TASK DETAILS - Find every line in the records below that contains "points", and copy it.

SUPPLIED INFORMATION -

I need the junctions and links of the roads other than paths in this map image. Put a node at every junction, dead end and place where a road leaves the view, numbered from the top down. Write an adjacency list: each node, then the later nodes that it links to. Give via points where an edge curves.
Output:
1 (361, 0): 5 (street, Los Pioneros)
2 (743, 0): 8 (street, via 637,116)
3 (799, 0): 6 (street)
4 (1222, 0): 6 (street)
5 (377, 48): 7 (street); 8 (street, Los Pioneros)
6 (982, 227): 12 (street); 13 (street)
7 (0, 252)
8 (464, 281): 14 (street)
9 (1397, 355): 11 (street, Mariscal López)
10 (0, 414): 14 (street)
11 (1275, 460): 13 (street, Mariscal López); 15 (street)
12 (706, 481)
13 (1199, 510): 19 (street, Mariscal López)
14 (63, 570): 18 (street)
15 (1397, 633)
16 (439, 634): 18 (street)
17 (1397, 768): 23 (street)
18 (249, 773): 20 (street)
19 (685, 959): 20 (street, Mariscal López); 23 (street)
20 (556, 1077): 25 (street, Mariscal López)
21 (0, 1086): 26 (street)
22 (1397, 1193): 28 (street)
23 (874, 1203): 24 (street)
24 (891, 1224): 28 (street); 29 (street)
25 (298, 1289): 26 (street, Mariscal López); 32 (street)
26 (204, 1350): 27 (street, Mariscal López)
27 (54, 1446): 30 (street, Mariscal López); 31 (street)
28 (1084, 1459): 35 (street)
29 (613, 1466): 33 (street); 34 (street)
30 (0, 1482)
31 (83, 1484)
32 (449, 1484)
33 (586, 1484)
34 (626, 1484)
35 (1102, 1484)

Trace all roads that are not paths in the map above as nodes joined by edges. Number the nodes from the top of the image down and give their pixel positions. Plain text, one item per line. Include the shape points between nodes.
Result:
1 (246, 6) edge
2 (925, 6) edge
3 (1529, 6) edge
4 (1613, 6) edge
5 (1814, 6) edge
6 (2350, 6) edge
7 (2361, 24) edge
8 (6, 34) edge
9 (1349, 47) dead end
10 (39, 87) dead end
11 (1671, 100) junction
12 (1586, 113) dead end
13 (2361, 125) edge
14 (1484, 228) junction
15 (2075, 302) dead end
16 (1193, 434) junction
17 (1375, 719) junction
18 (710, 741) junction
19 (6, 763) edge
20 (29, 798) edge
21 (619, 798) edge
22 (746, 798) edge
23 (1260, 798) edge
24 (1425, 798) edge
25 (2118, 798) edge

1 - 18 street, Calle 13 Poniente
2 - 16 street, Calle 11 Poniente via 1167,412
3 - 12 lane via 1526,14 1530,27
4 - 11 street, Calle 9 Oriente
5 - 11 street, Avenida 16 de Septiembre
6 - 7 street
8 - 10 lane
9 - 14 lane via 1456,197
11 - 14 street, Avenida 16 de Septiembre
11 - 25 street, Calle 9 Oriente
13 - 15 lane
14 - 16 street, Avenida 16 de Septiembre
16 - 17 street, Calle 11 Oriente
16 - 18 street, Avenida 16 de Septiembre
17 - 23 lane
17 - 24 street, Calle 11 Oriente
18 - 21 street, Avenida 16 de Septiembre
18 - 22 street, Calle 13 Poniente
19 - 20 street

...

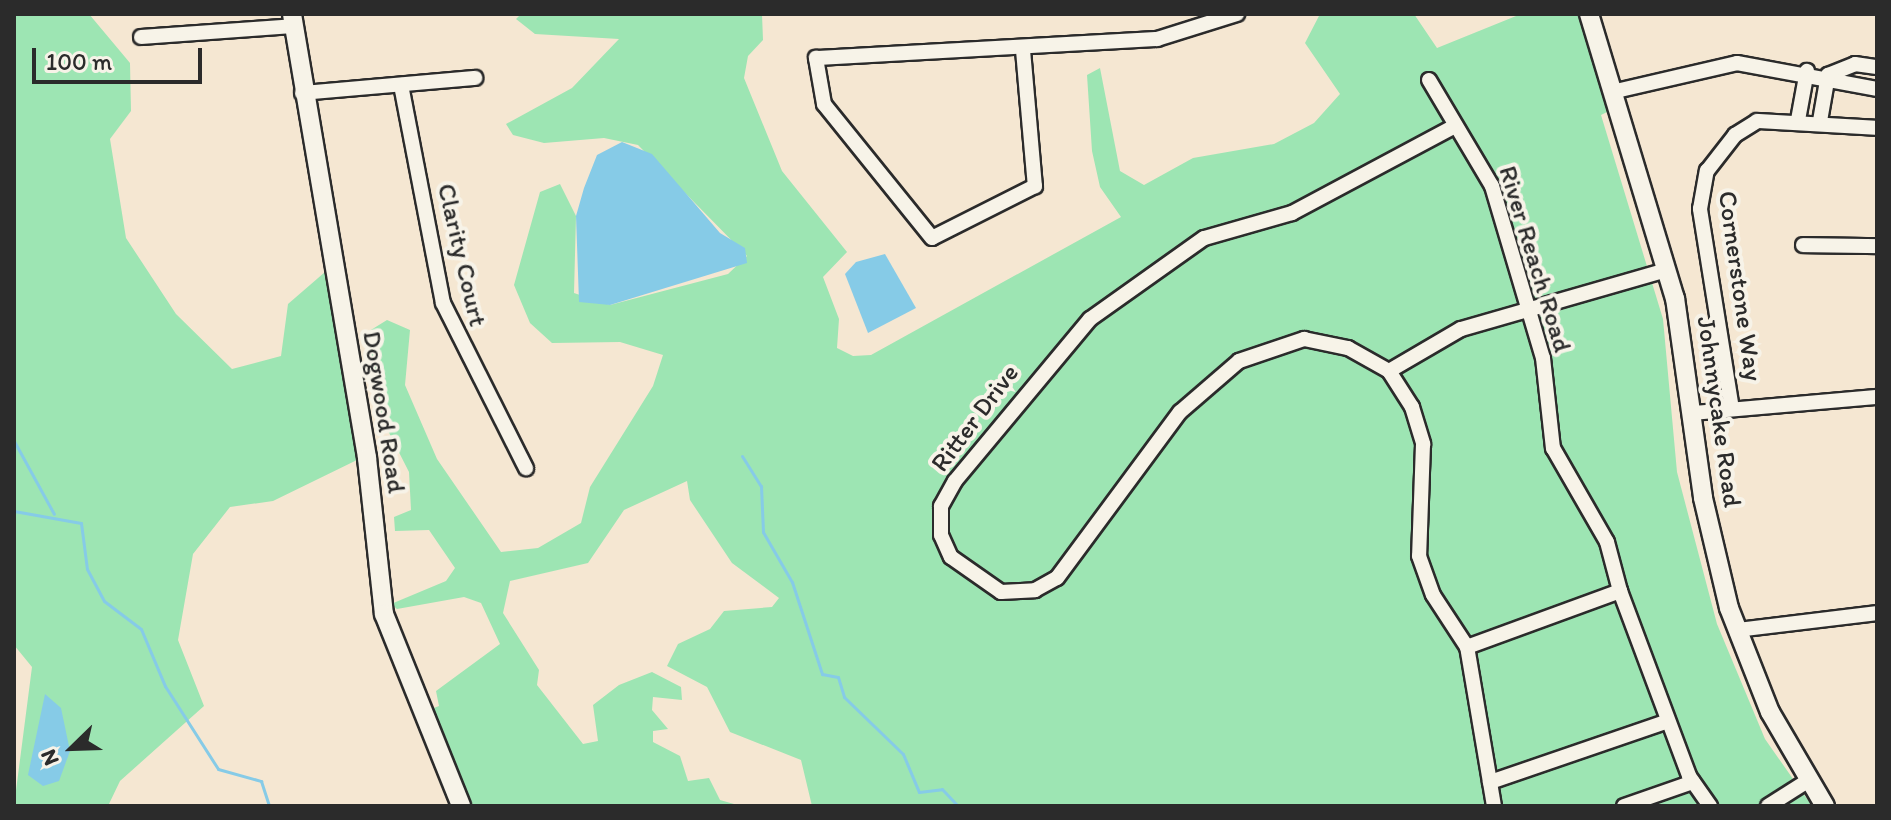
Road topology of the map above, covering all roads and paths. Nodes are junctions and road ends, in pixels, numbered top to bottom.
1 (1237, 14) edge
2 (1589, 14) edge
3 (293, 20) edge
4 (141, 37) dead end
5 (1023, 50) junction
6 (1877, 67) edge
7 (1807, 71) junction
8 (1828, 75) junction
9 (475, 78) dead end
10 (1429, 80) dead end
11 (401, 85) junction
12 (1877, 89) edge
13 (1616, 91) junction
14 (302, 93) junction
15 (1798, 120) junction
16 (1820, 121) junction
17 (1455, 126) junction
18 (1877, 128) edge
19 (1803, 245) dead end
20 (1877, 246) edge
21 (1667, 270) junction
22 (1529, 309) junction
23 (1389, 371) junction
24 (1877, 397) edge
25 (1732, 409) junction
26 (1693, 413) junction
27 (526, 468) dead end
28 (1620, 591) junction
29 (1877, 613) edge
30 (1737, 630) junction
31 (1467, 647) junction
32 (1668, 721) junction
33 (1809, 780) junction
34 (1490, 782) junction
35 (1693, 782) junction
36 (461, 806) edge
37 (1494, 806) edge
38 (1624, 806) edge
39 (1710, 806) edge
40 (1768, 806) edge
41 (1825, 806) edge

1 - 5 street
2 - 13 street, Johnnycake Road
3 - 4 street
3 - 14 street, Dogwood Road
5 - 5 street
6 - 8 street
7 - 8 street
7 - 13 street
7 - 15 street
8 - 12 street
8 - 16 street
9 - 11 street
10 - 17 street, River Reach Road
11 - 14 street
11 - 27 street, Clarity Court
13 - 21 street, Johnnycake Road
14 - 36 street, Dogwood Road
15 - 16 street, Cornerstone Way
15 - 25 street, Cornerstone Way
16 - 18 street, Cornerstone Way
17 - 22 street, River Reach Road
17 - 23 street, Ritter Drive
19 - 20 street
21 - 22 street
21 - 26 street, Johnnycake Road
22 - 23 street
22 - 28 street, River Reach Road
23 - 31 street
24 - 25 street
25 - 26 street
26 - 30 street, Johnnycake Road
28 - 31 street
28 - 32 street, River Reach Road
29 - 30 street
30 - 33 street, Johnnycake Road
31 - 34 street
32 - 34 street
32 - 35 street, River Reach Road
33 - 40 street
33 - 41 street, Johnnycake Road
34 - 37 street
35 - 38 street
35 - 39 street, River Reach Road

WRITTEN ANSWER -
I need the junctions and links of the roads other than paths in this map image. Put a node at every junction, dead end and place where a road leaves the view, numbered from the top down. Write an adjacency list: each node, then the later nodes that it links to. Give via points where an edge curves.
Trace all roads that are not paths in the map above as nodes joined by edges. Number the nodes from the top of the image down and give their pixel positions. Plain text, one item per line. Include the shape points between nodes.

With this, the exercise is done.